Vienna: Can’t Ride the Undercurrent
If Prague approaches you like a rag-and-bones bum in a discarded Armani suit asking for some spare change, Vienna was that suit’s original owner. It just happens that Vienna got a newer, better tailored version of that same suit. And damn does he look good in it.
The center of Austria’s capital has efficiently buffed out any rough edges. Spectacular Victorian architecture stretches for miles along streets lined with names like Versace, Rolex and Cartier. It’s the kind of place that makes you want to put on your white powder wig, call up the coachman and head to the opera. And it seems that plenty of people still do that, at least with modern accouterments but all the same ostentation of bespectacled elite on their way to hear Mozart present his newest concerto. Vienna does not seem want for money.
There are tourists, yes, but none of the package groups waddling through the streets, and none of the tacky souvenir shops catering to fools looking to part with their money. No, Vienna is more dignified than that, with a look and demeanor befitting of the capital of an empire. City parks are veritable botanical gardens; the buildings are exercises in historic preservation and integration of avant garde design. Trams, trolleys, subways and buses combine to form one of the best public transportation networks in the world. Everything is at your fingertips, if you have enough money, and the multitude that do parade through the streets with shopping bags in tow, along an urban catwalk of Europe’s beautiful and hip and urbane.
Rules and order prevail. You’ll hear no music on the trains. Nobody crosses the street on red. Conversations are formal in hushed tones. There is no trash. A Costa Rican friend who had visited the city told me “Vienna is beautiful, but it’s too perfect.” She suspected something was amiss.
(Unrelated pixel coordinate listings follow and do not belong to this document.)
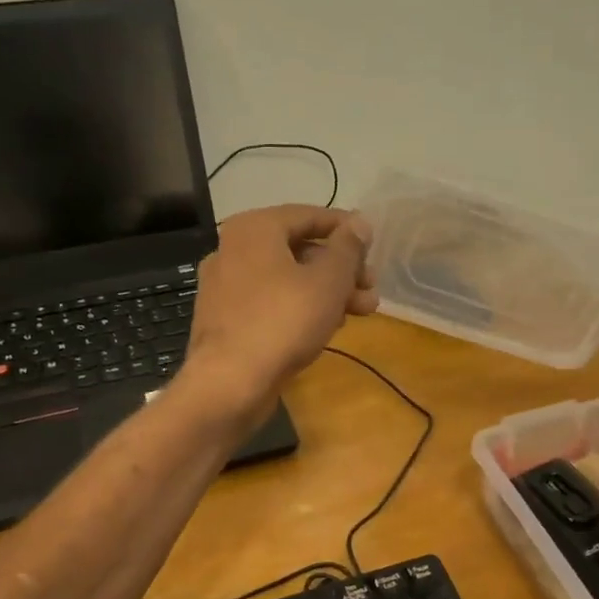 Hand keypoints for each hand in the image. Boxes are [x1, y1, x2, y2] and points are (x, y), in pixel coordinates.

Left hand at [181, 205, 377, 414]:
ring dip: (327, 291)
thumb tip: (359, 222)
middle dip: (341, 268)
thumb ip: (348, 248)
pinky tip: (328, 327)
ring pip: (287, 278)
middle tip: (371, 287)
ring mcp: (225, 285)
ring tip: (363, 312)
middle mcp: (233, 249)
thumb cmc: (283, 321)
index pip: (309, 215)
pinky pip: (271, 301)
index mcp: (254, 228)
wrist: (229, 383)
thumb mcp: (328, 281)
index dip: (346, 229)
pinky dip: (300, 307)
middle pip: (299, 249)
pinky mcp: (226, 318)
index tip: (373, 246)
Perhaps it is. Other travelers and expats speak of a difficulty in penetrating the national psyche. Friends are hard to come by, they say. An African immigrant told me “It’s very difficult for a black man in Vienna. People say things, awful things, to my friends and me. But I do not let it bother me. I look at them and say, these people have not traveled. They know nothing.”
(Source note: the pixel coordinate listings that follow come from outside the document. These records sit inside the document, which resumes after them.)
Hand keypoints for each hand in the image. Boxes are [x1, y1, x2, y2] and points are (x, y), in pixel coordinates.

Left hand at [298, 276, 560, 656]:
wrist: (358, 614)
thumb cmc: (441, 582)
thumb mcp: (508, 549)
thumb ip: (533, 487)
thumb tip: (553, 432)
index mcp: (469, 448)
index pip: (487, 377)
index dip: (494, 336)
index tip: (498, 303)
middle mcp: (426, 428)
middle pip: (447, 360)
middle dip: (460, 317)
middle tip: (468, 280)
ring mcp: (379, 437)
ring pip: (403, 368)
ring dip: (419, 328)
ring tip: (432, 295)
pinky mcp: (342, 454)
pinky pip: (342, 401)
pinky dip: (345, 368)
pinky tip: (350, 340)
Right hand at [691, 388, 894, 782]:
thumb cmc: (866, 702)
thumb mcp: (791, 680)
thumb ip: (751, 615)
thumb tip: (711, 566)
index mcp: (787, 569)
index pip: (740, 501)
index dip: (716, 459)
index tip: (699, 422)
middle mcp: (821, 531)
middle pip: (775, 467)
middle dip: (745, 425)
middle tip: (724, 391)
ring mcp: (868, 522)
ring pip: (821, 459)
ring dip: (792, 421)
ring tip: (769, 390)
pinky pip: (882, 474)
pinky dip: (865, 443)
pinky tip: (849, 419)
Below the rigid structure of being the world’s most livable city (according to the most recent Mercer ranking) lies an undercurrent that makes many outsiders uneasy. Just ten years ago an ultra-right-wing party was in power, and pundits spoke of rampant nationalism, heady anti-immigration movements and even throwbacks to Nazism. Recent years have brought much more social and political harmony to the parliament and daily newspapers, and a booming economy has helped keep the peace.
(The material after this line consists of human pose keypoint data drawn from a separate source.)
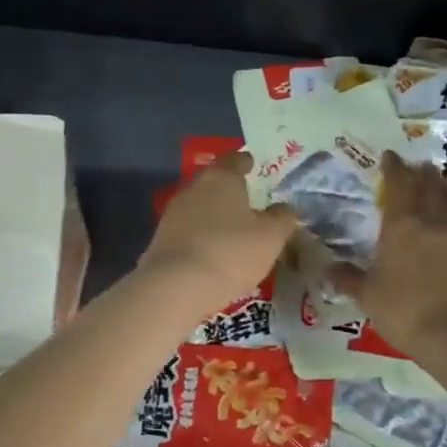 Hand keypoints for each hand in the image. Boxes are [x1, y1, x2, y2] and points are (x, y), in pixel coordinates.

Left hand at [139, 152, 298, 312]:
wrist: (174, 287)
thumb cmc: (230, 253)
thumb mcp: (270, 237)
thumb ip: (282, 218)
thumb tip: (285, 208)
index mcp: (221, 178)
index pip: (235, 160)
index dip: (246, 162)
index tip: (253, 164)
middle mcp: (194, 188)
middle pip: (215, 182)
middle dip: (230, 190)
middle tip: (248, 201)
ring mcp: (173, 213)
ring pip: (200, 207)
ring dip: (215, 215)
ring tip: (233, 229)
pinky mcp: (162, 239)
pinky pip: (189, 230)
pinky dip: (202, 235)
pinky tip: (213, 250)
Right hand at [329, 151, 446, 351]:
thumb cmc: (405, 310)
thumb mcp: (368, 296)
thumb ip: (349, 279)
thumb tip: (327, 268)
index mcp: (402, 227)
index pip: (398, 188)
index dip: (394, 169)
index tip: (390, 155)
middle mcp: (432, 225)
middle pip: (429, 189)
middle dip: (422, 174)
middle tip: (419, 164)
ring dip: (444, 189)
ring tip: (439, 182)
When I see a man in a new Armani suit, I am immediately jealous of his social standing, good fortune, and the obvious difference between him and me. I imagine how life might be so much better for him. But after I rub my eyes and adjust to the shine coming off of all the diamonds and gold, I realize that even though he looks good going out in public, I don’t know what things are like when he goes home. After this brief stay in Vienna, I am not privy to his dinner conversation and pillow talk. I suspect this is how he likes it.